We meet that night outside Riot, he’s trying to be inconspicuous in shades and a baseball cap – standard rockerboy in disguise look, fooling nobody. I klep a couple of tickets from some fanboys outside and we sweep in, blag our way backstage and confront the girls....
“I don’t get why he didn’t just say, ”I’m Kerry Eurodyne, let me the fuck in.”
“Dunno, maybe he would’ve if we couldn’t’ve figured another way in.”
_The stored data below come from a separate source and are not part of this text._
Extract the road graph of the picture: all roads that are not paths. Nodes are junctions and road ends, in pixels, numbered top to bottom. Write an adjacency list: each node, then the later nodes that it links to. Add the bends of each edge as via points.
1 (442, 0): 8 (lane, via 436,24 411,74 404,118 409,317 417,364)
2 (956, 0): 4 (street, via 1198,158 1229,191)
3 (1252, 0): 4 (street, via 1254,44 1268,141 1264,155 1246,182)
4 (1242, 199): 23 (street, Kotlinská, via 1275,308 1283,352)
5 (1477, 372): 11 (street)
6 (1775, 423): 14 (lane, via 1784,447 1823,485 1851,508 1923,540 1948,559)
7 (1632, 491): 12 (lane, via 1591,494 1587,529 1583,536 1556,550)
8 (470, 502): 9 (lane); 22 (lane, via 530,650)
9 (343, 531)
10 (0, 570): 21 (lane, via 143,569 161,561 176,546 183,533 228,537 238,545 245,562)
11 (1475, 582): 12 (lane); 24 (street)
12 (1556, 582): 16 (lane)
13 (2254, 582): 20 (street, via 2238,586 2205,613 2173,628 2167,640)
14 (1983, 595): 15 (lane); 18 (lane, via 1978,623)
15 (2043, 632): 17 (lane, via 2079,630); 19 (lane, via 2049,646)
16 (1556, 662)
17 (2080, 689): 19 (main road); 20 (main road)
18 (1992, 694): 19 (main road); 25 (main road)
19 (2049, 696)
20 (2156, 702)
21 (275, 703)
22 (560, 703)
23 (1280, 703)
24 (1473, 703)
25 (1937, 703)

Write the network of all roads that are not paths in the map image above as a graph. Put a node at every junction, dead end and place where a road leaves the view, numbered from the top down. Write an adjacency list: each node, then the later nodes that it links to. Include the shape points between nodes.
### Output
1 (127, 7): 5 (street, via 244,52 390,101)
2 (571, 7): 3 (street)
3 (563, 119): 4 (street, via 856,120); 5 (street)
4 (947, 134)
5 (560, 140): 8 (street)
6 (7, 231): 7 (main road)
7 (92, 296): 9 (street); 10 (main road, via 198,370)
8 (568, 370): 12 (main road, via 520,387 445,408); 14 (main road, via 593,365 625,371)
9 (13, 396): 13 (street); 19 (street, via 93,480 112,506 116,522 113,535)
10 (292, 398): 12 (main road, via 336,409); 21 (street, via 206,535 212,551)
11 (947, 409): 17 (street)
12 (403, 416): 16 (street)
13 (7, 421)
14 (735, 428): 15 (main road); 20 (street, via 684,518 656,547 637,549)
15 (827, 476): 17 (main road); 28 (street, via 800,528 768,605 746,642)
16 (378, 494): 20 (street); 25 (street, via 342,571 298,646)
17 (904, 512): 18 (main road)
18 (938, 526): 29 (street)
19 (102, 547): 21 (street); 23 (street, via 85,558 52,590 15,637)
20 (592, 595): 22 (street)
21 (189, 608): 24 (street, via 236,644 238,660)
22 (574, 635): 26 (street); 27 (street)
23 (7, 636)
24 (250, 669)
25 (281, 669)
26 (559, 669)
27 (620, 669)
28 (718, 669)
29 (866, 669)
...and confront the girls. Kerry was really pissed, waving his gun around so erratically I was scared he’d blow his foot off or some shit. The girls were pretty scared, but mostly confused. I kinda felt for them. It turns out that the label had lied to them as well as screwing Kerry over, so I couldn’t in all conscience fuck them over too. Fortunately Kerry calmed down enough to agree, and the girls won him over with their enthusiasm for his music (or something). I was once more dismissed from his life, this time to make room for his adoring public, a first hint that Kerry may well be just as egotistical as J....
“Don’t go there V!”
“What?....”
.....Johnny told me he was.
“Oh, ok. Look, this diary biz is boring as shit. I’m checking out.”
“kay, night Johnny.”
So, yesterday morning, Kerry rang on the holo. He sounded different, happy, excited, playful. There was a real spark about him, he was glowing...and beautiful. His eyes crinkled as he grinned and told me to meet him at Dark Matter later in the evening.
I spent the day sorting Regina’s psycho problems in Pacifica and biked it home along a coastal path, thinking about how good it would be to have Kerry on the back, hands around my waist, up my shirt, head on my shoulder, whispering in my ear, it’s a miracle I made it back in one piece.
I wasn’t sure exactly what it was that I’d been invited to, what to dress for. Dark Matter is kinda nearer the top end than the bottom, so I put a bit of effort into choosing a shirt and pants before heading over to Japantown. The surly bouncer looked surprised but stepped aside when I said I was a friend of Kerry’s, in the lift I reflected on how surprised I was to be able to say it. The venue was packed, hundreds of people waiting expectantly for what was about to happen, what did happen was unexpected to say the least.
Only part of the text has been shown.